> What you have to do
Pull every line holding the string "meet" from the records below.

Stored items
_ _ _

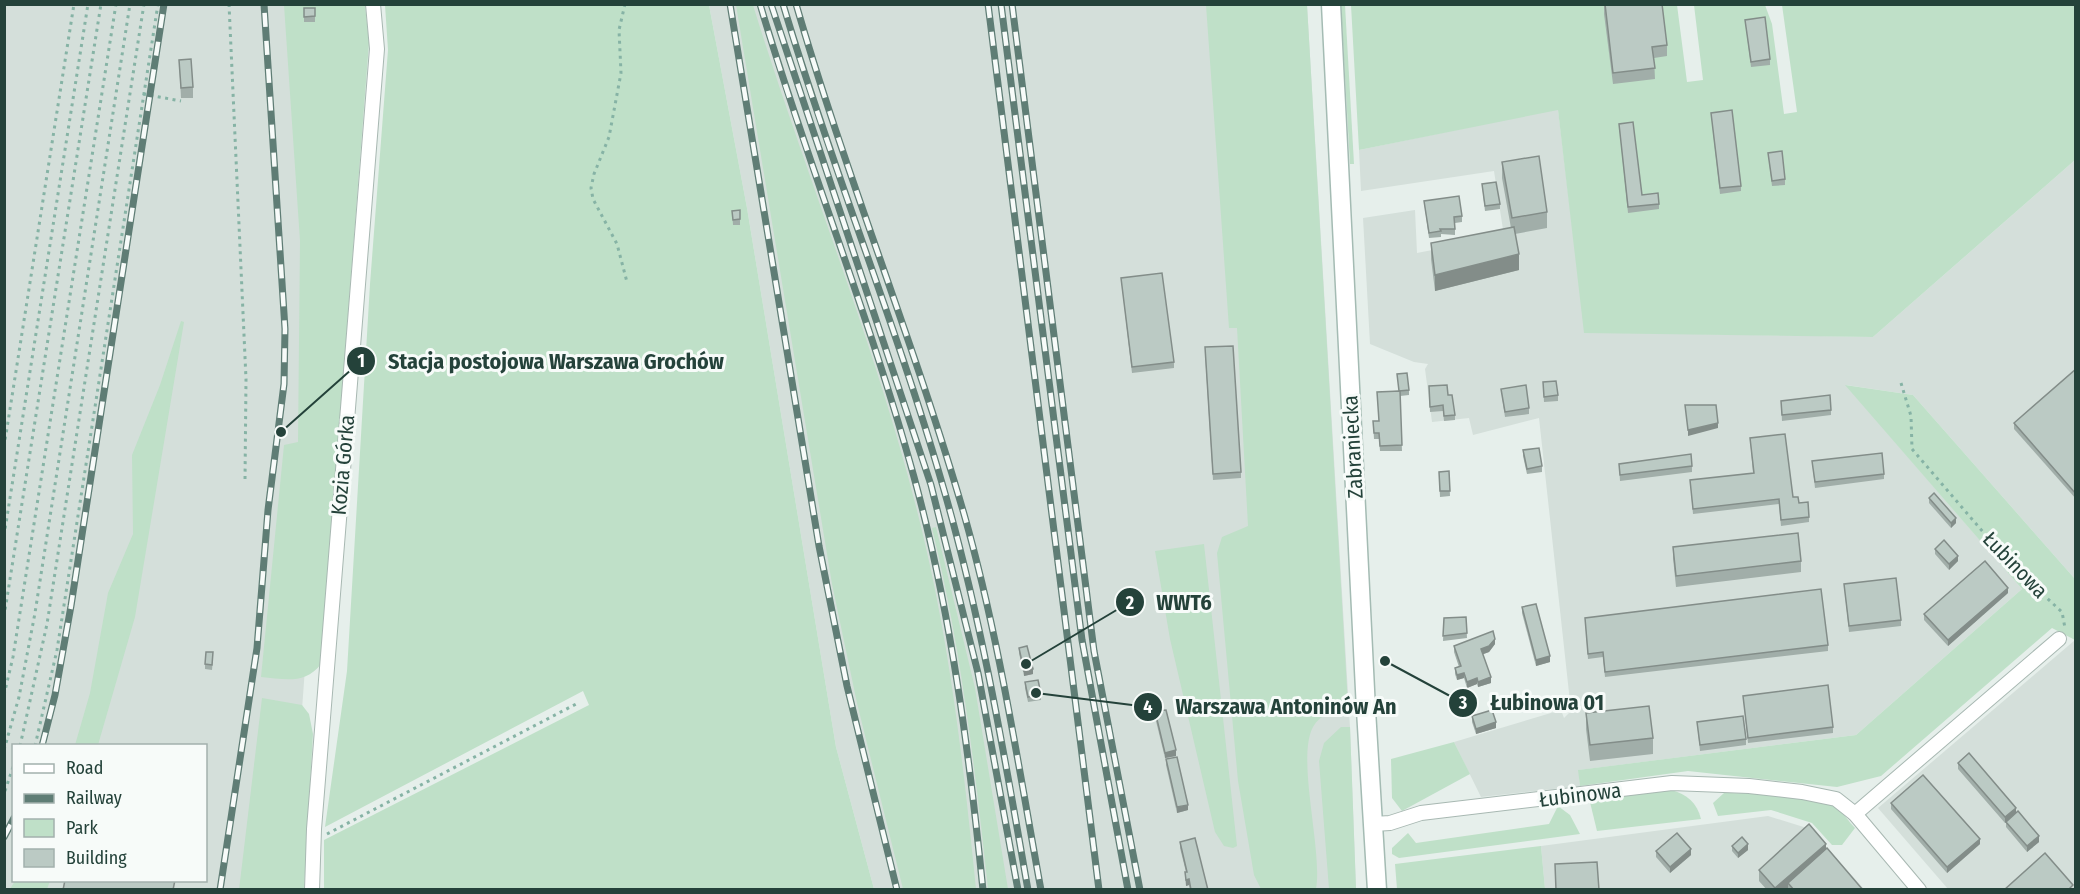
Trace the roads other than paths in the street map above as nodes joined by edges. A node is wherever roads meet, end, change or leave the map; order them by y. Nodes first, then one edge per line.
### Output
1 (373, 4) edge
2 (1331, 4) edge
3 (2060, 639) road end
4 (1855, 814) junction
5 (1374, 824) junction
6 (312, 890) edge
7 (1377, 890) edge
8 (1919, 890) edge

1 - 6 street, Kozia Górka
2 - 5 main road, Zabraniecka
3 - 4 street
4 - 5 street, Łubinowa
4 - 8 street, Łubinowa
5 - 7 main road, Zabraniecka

_ _ _

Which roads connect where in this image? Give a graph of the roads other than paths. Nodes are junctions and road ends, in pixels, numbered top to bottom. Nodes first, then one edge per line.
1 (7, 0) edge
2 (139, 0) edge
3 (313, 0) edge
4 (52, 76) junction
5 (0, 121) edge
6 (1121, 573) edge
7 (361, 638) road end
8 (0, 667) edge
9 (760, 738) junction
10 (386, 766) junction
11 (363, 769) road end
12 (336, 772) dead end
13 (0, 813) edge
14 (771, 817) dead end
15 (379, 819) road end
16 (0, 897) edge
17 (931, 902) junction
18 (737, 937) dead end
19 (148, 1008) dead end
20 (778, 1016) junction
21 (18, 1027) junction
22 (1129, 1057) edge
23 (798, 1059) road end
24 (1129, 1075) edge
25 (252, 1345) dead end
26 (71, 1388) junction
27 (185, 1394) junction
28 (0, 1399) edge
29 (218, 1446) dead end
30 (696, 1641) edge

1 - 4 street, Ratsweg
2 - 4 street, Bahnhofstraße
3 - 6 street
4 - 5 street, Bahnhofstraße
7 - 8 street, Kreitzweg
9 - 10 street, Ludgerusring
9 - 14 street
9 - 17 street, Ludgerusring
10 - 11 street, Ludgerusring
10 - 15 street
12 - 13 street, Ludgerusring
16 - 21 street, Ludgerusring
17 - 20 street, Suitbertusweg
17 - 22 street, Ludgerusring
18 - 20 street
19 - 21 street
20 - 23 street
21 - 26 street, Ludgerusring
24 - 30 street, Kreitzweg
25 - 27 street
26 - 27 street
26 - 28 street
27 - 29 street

_ _ _

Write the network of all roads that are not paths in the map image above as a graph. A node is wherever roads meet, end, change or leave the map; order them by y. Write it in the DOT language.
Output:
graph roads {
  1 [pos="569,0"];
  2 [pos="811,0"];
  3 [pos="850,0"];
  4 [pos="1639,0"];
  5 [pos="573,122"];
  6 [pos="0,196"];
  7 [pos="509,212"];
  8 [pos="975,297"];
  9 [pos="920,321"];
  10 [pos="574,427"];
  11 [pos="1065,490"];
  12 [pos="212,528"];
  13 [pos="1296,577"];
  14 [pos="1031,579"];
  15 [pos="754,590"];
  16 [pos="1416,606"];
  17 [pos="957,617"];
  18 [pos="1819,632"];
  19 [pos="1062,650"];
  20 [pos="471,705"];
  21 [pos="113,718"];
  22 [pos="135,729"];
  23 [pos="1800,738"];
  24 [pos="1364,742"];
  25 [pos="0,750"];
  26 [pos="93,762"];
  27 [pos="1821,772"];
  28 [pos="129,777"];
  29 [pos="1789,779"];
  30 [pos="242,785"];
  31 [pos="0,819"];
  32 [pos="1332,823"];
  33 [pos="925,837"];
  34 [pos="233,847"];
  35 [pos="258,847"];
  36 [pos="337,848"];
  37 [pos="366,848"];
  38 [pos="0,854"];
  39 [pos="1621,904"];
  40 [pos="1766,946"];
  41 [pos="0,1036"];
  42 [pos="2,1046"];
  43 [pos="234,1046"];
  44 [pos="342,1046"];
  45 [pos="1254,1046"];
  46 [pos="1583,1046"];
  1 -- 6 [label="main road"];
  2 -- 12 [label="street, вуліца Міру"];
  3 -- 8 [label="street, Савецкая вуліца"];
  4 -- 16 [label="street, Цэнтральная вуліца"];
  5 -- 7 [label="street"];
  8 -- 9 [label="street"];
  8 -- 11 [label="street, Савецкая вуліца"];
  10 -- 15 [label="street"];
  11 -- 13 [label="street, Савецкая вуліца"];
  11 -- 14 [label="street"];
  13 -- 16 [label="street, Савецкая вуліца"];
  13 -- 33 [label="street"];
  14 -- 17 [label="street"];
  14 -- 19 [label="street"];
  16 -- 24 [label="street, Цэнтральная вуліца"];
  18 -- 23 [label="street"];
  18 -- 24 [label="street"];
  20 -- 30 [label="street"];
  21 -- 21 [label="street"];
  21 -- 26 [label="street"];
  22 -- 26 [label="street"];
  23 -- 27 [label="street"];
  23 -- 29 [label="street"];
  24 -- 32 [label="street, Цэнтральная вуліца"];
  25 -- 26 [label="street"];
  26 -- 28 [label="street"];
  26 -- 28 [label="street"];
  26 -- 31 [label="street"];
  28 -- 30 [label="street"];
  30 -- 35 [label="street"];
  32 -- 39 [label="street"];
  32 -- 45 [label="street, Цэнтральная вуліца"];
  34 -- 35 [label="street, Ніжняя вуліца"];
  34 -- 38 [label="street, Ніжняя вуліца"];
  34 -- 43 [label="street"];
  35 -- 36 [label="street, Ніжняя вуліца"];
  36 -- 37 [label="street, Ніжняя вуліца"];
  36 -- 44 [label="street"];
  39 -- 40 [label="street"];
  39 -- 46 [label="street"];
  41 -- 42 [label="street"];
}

_ _ _

> Reply
Trace the roads other than paths in the street map above as nodes joined by edges. A node is wherever roads meet, end, change or leave the map; order them by y. Nodes first, then one edge per line.
Write the network of all roads that are not paths in the map image above as a graph. A node is wherever roads meet, end, change or leave the map; order them by y. Write it in the DOT language.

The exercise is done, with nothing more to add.